Hands-on: Resident Evil Requiem Preview

A large, dark, eerie mansion at night with a lit fountain and mist in front under a cloudy moonlit sky—like a scene from the Resident Evil Requiem preview.

After going hands-on with a 3 hour demo of Resident Evil Requiem, what hit me right away is how deliberately it shifts between two very different styles of play. Instead of pushing everything in one direction, the game lets its pace change depending on who you’re controlling.

It doesn’t feel like the game is trying to reinvent Resident Evil or follow whatever’s popular right now. Instead, it pulls from things the series has done well in the past and mixes them together in a way that keeps the experience from feeling repetitive.

Two Characters, Two Ways to Play

The biggest change comes from how Requiem handles its two playable characters.

Grace’s sections are slower and more cautious. You’re not meant to charge into situations, and the game makes that clear early.

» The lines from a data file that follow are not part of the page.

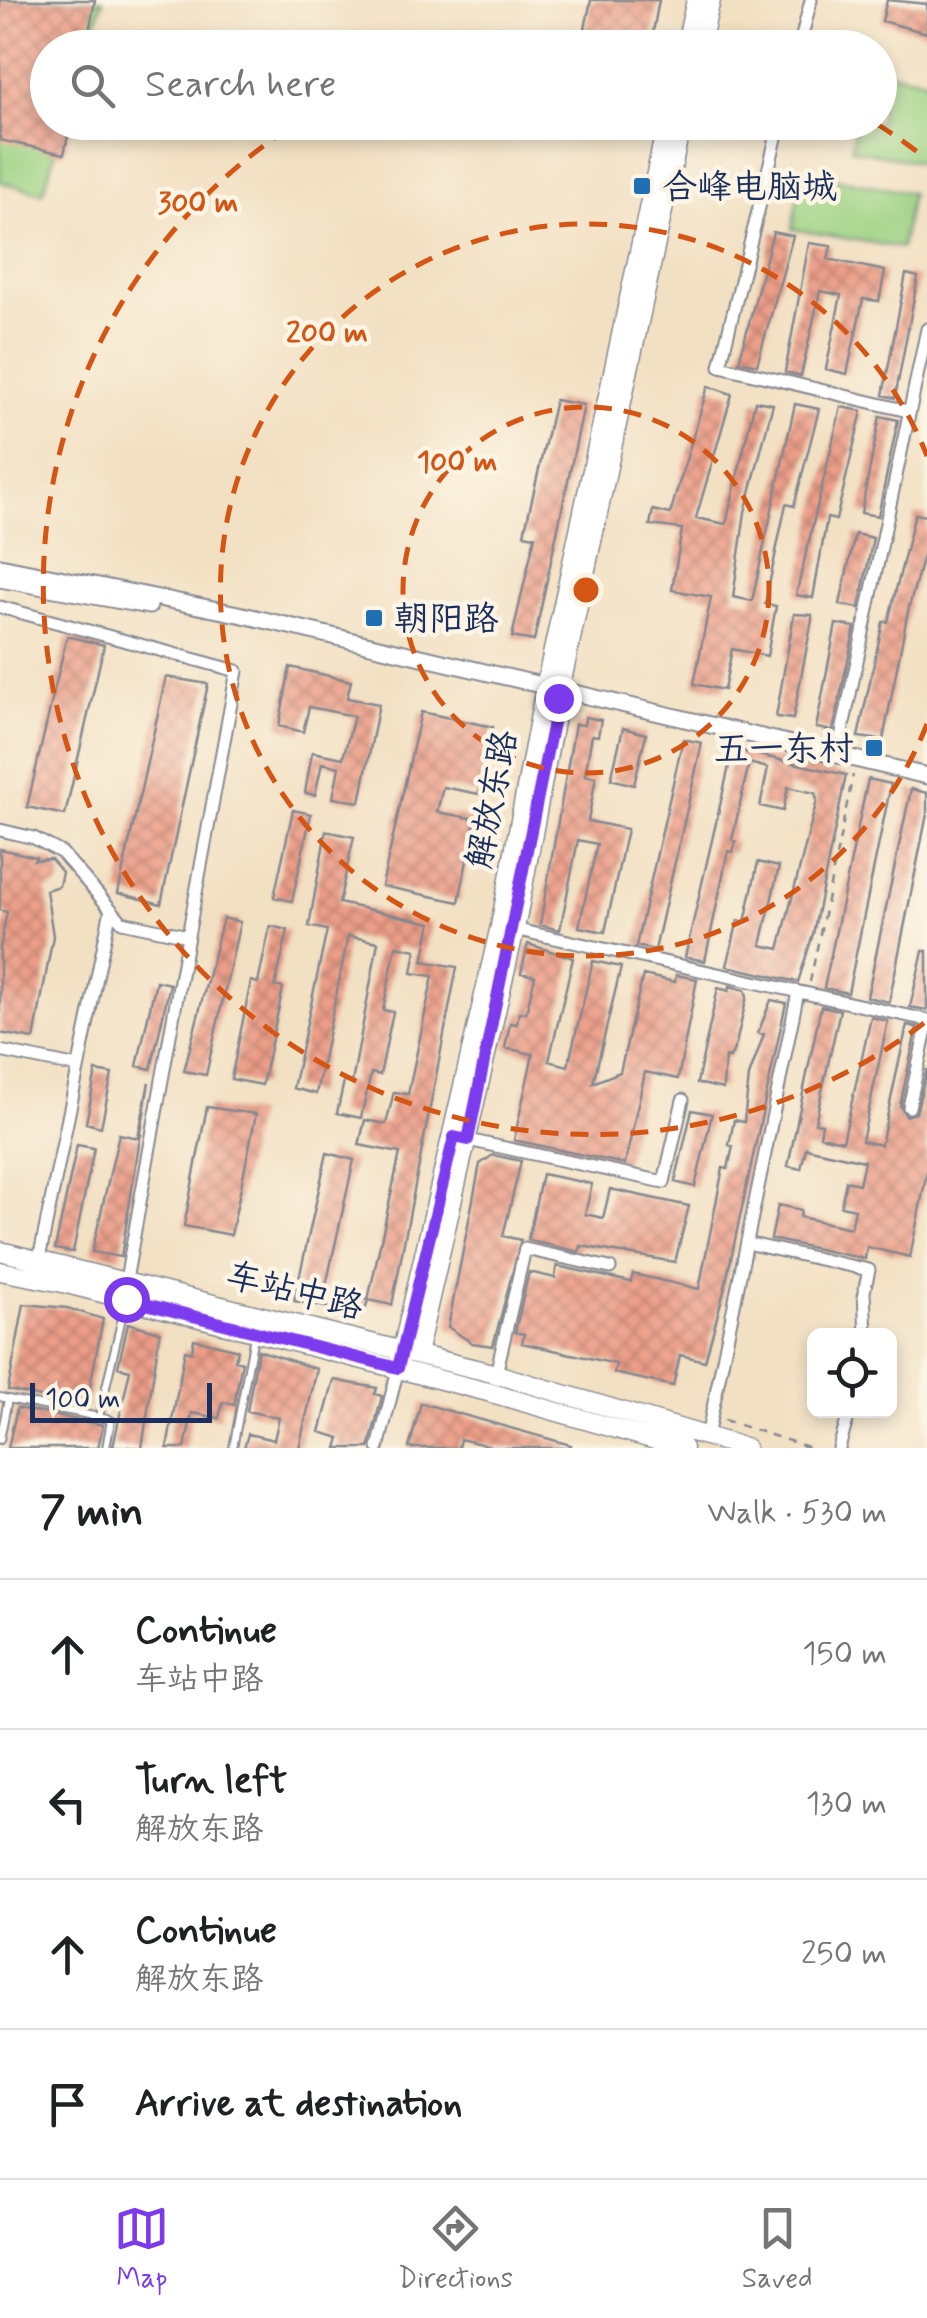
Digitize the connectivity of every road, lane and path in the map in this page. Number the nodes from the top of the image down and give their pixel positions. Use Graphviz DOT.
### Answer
graph roads {
  1 [pos="696,0"];
  2 [pos="711,0"];
  3 [pos="811,0"];
  4 [pos="689,30"];
  5 [pos="704,30"];
  6 [pos="804,30"];
  7 [pos="663,140"];
  8 [pos="678,140"];
  9 [pos="776,140"];
  10 [pos="927,329"];
  11 [pos="908,411"];
  12 [pos="0,566"];
  13 [pos="0,578"];
  14 [pos="0,607"];
  15 [pos="552,693"];
  16 [pos="836,756"];
  17 [pos="854,768"];
  18 [pos="927,776"];
  19 [pos="927,785"];
  20 [pos="0,830"];
  21 [pos="110,909"];
  22 [pos="507,928"];
  23 [pos="188,936"];
  24 [pos="803,993"];
  25 [pos="927,1023"];
  26 [pos="0,1051"];
  27 [pos="78,1067"];
  28 [pos="682,1100"];
  29 [pos="909,1107"];
  30 [pos="461,1138"];
  31 [pos="755,1244"];
  32 [pos="0,1250"];
  33 [pos="38,1259"];
  34 [pos="610,1268"];
  35 [pos="0,1271"];
  36 [pos="126,1289"];
  37 [pos="866,1328"];
  38 [pos="255,1332"];
  39 [pos="406,1358"];
  40 [pos="496,1374"];
  41 [pos="4,1398"];
  42 [pos="99,1417"];
  43 [pos="848,1418"];
  44 [pos="724,1420"];
  45 [pos="707,1437"];
  46 [pos="0,1440"];
  47 [pos="657,1444"];
  48 [pos="106,1448"];
  49 [pos="233,1448"];
  50 [pos="378,1448"];
  51 [pos="683,1448"];
  52 [pos="746,1448"];
  53 [pos="811,1448"];
  54 [pos="839,1448"];
  1 -- 4 [label="main road"];
  2 -- 5 [label="main road"];
  3 -- 6 [label="street"];
  7 -- 15 [label="main road, 解放东路"];
  8 -- 15 [label="main road, 解放东路"];
  9 -- 11 [label="street"];
  10 -- 11 [label="street"];
  11 -- 16 [label="street"];
  12 -- 15 [label="street"];
  13 -- 15 [label="street"];
  14 -- 23 [label="street"];
  15 -- 16 [label="street"];
  15 -- 17 [label="street"];
  15 -- 22 [label="main road, 解放东路"];
  16 -- 18 [label="street"];
  17 -- 19 [label="street"];
  17 -- 24 [label="path"];
  20 -- 21 [label="street"];
  21 -- 23 [label="street"];
  21 -- 27 [label="street"];
  22 -- 24 [label="street"];
  22 -- 30 [label="main road, 解放东路"];
  23 -- 36 [label="street"];
  24 -- 25 [label="street"];
  24 -- 45 [label="street"];
  25 -- 29 [label="street"];
  26 -- 27 [label="street"];
  27 -- 33 [label="street"];
  28 -- 30 [label="street"];
  30 -- 39 [label="main road, 解放东路"];
  31 -- 37 [label="street"];
  32 -- 33 [label="main road, 车站中路"];
  33 -- 36 [label="main road, 车站中路"];
  34 -- 40 [label="street"];
  35 -- 36 [label="main road, 车站中路"];
  36 -- 38 [label="main road, 车站中路"];
  36 -- 39 [label="main road, 车站中路"];
  36 -- 42 [label="lane"];
  38 -- 39 [label="main road, 车站中路"];
  38 -- 49 [label="lane"];
  39 -- 40 [label="main road, 车站中路"];
  39 -- 47 [label="main road, 车站中路"];
  39 -- 50 [label="street"];
  40 -- 45 [label="main road, 车站中路"];
  41 -- 42 [label="lane"];
  41 -- 46 [label="lane"];
  42 -- 48 [label="lane"];
  43 -- 54 [label="street"];
  44 -- 53 [label="path"];
  45 -- 52 [label="main road, 车站中路"];
  47 -- 51 [label="main road, 车站中路"];
}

Movement feels deliberate, positioning matters, and avoiding danger is often the smarter call. The environments support that approach, with tighter layouts and limited visibility that encourage you to pay attention to every corner.

Switching camera views helps with awareness, but it never removes the sense that you’re exposed. You’re constantly weighing whether it’s safer to move forward or back off and look for another route.

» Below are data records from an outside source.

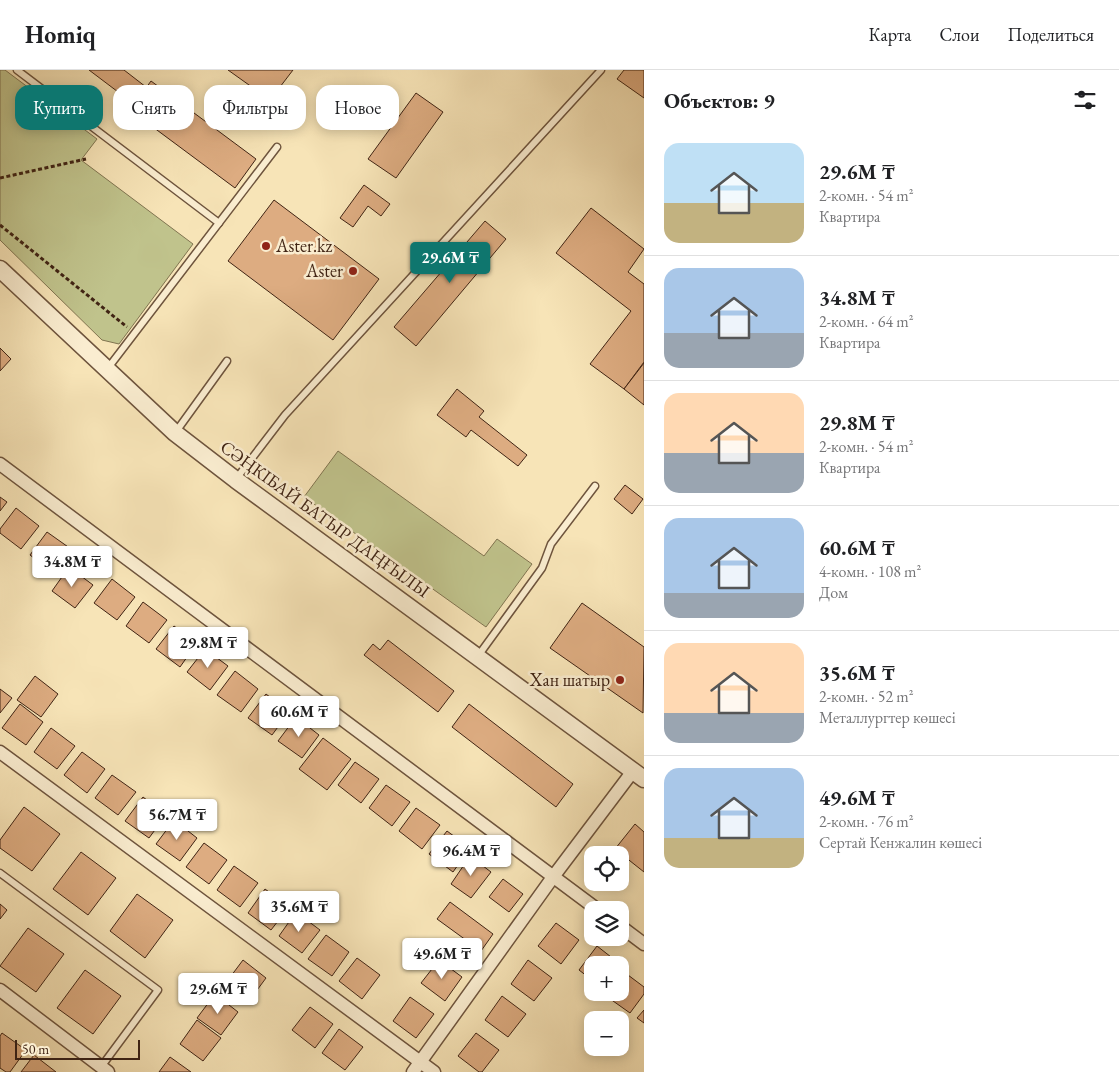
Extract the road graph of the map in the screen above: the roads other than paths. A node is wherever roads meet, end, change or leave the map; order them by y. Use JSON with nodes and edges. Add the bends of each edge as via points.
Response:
{"nodes":[{"id":1,"x":17,"y":70,"type":"edge"},
{"id":2,"x":601,"y":70,"type":"edge"},
{"id":3,"x":277,"y":147,"type":"dead end"},
{"id":4,"x":219,"y":224,"type":"junction"},
{"id":5,"x":0,"y":269,"type":"edge"},
{"id":6,"x":227,"y":361,"type":"dead end"},
{"id":7,"x":107,"y":370,"type":"junction"},
{"id":8,"x":175,"y":433,"type":"junction"},
{"id":9,"x":0,"y":464,"type":"edge"},
{"id":10,"x":236,"y":480,"type":"junction"},
{"id":11,"x":594,"y":486,"type":"dead end"},
{"id":12,"x":478,"y":657,"type":"junction"},
{"id":13,"x":0,"y":752,"type":"edge"},
{"id":14,"x":640,"y":774,"type":"edge"},
{"id":15,"x":0,"y":873,"type":"edge"},
{"id":16,"x":553,"y":877,"type":"junction"},
{"id":17,"x":586,"y":901,"type":"edge"},
{"id":18,"x":629,"y":933,"type":"edge"},
{"id":19,"x":644,"y":944,"type":"edge"},
{"id":20,"x":0,"y":990,"type":"edge"},
{"id":21,"x":417,"y":1067,"type":"edge"},
{"id":22,"x":104,"y":1069,"type":"edge"},
{"id":23,"x":434,"y":1072,"type":"edge"}],
"edges":[{"from":1,"to":4,"type":"lane"},
{"from":2,"to":10,"type":"lane","via":[[285,415]]},
{"from":3,"to":4,"type":"lane"},
{"from":4,"to":7,"type":"lane"},
{"from":5,"to":7,"type":"street","name":"СӘҢКІБАЙ БАТЫР ДАҢҒЫЛЫ"},
{"from":6,"to":8,"type":"lane"},
{"from":7,"to":8,"type":"street","name":"СӘҢКІБАЙ БАТЫР ДАҢҒЫЛЫ"},
{"from":8,"to":10,"type":"street","name":"СӘҢКІБАЙ БАТЫР ДАҢҒЫЛЫ"},
{"from":9,"to":16,"type":"street"},
{"from":10,"to":12,"type":"street","name":"СӘҢКІБАЙ БАТЫР ДАҢҒЫЛЫ"},
{"from":11,"to":12,"type":"lane","via":[[551,544],[542,568]]},
{"from":12,"to":14,"type":"street","name":"СӘҢКІБАЙ БАТЫР ДАҢҒЫЛЫ"},
{"from":13,"to":21,"type":"street"},
{"from":14,"to":16,"type":"street"},
{"from":15,"to":22,"type":"lane","via":[[158,990]]},
{"from":16,"to":17,"type":"street"},
{"from":16,"to":21,"type":"street"},
{"from":18,"to":19,"type":"street"},
{"from":20,"to":22,"type":"street"},
{"from":21,"to":23,"type":"street"}]}
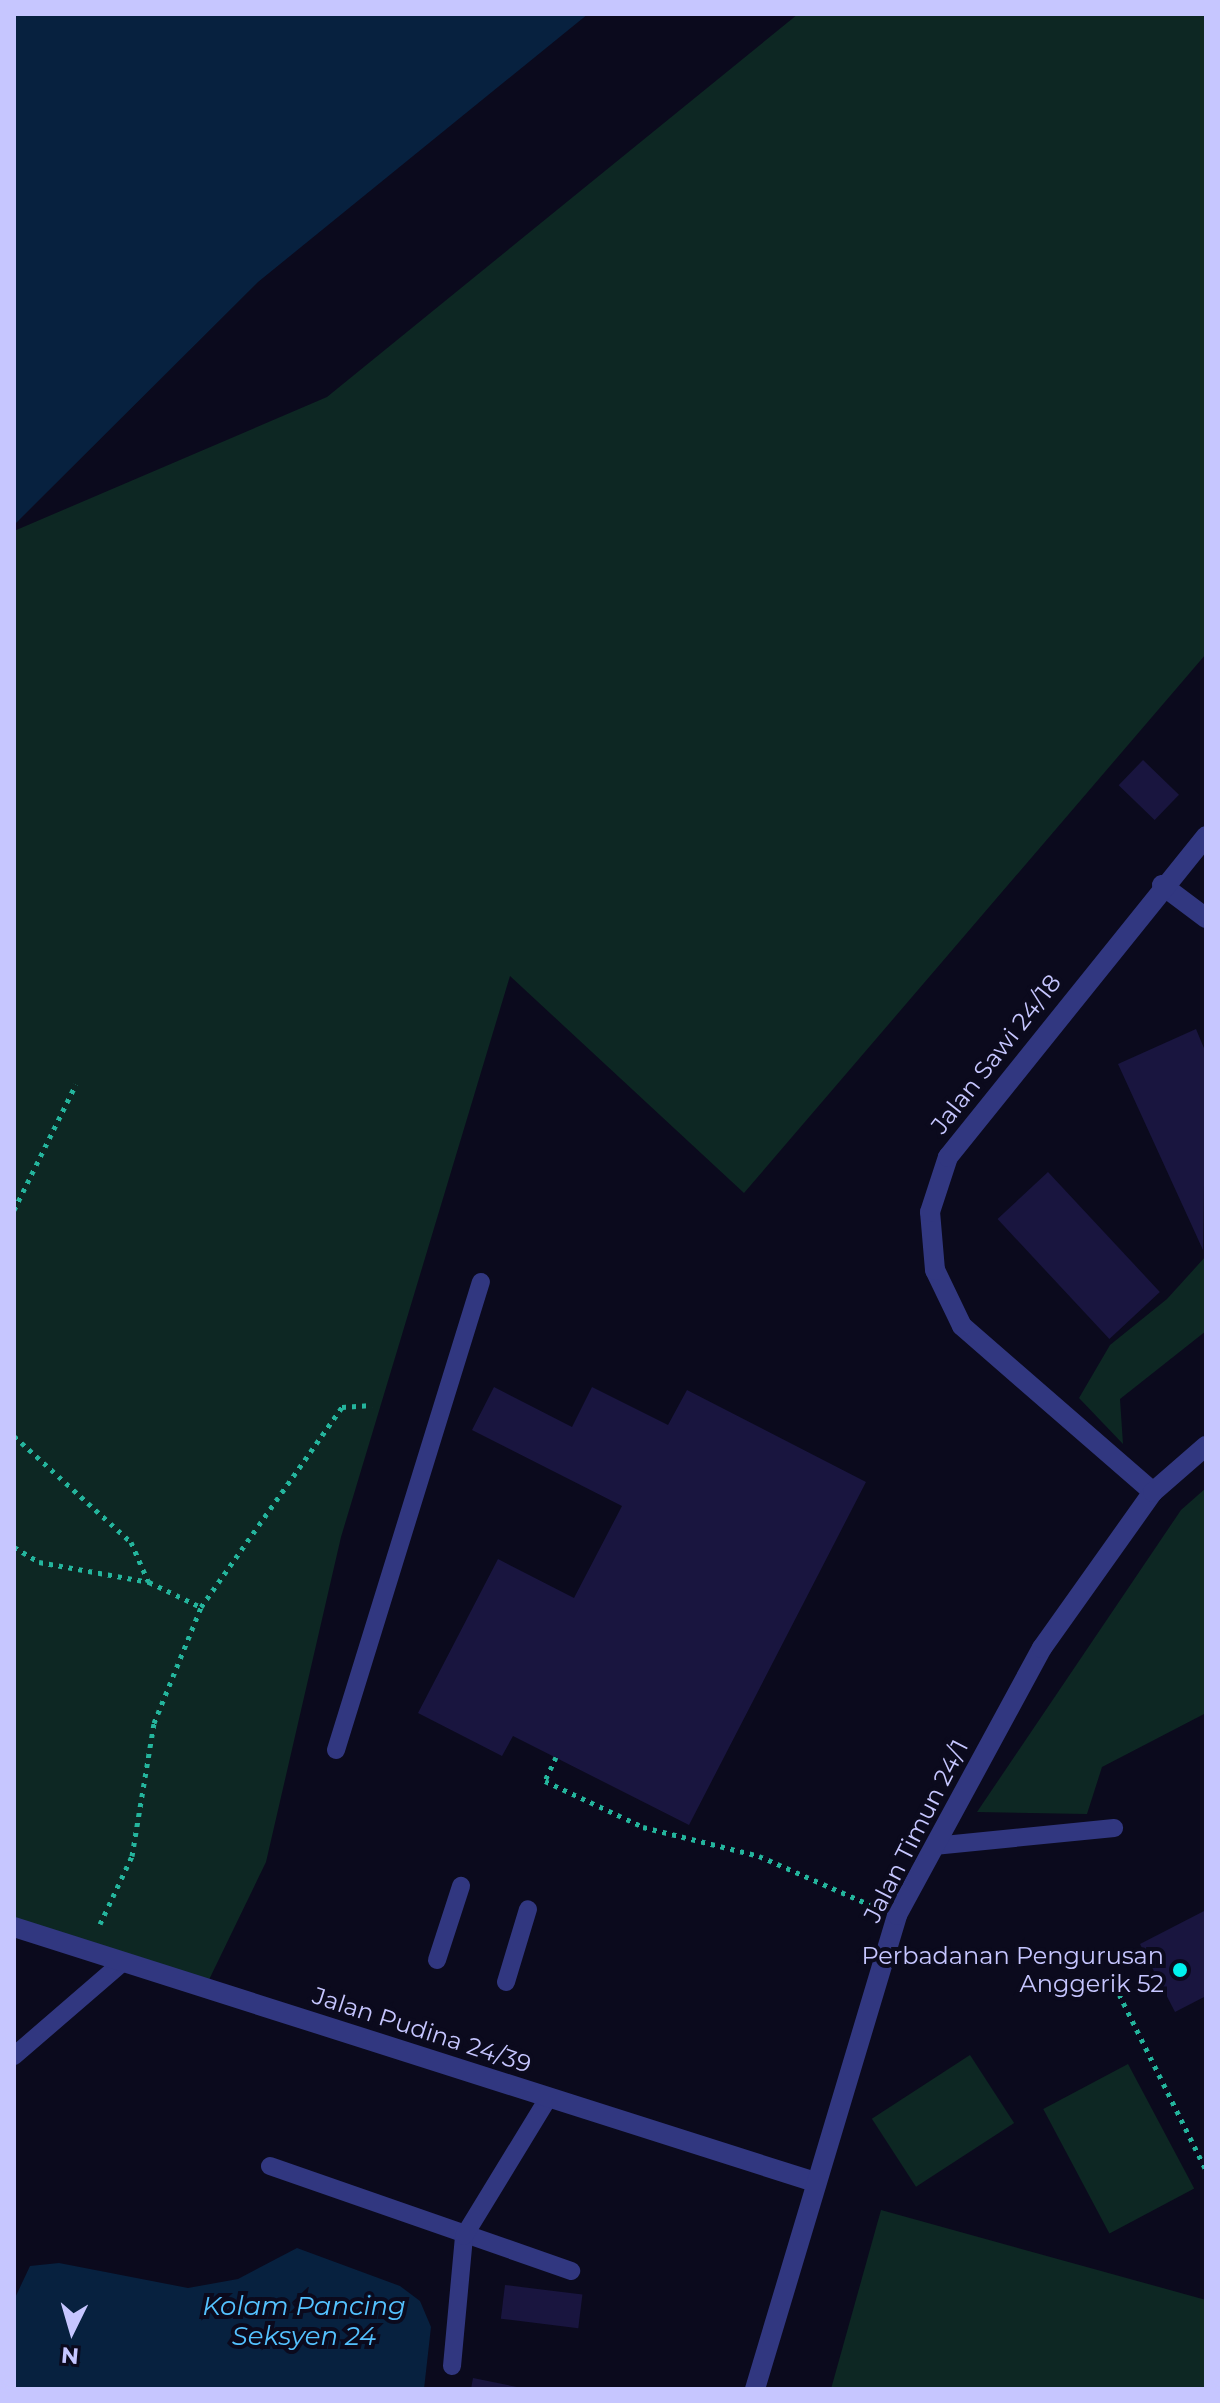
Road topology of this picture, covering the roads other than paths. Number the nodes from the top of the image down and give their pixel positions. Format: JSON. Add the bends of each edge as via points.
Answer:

In this Resident Evil Requiem preview, a person aims a gun at a zombie lurking in a dimly lit hallway.

Leon’s sections feel completely different. Where Grace feels vulnerable, Leon feels prepared. Combat opens up, encounters move faster, and you’re given more tools to deal with threats directly. The pace shifts noticeably, giving you moments where you can take control instead of reacting to everything around you.

The game doesn’t try to blend these approaches together. It lets each one breathe, and that contrast keeps things from feeling repetitive.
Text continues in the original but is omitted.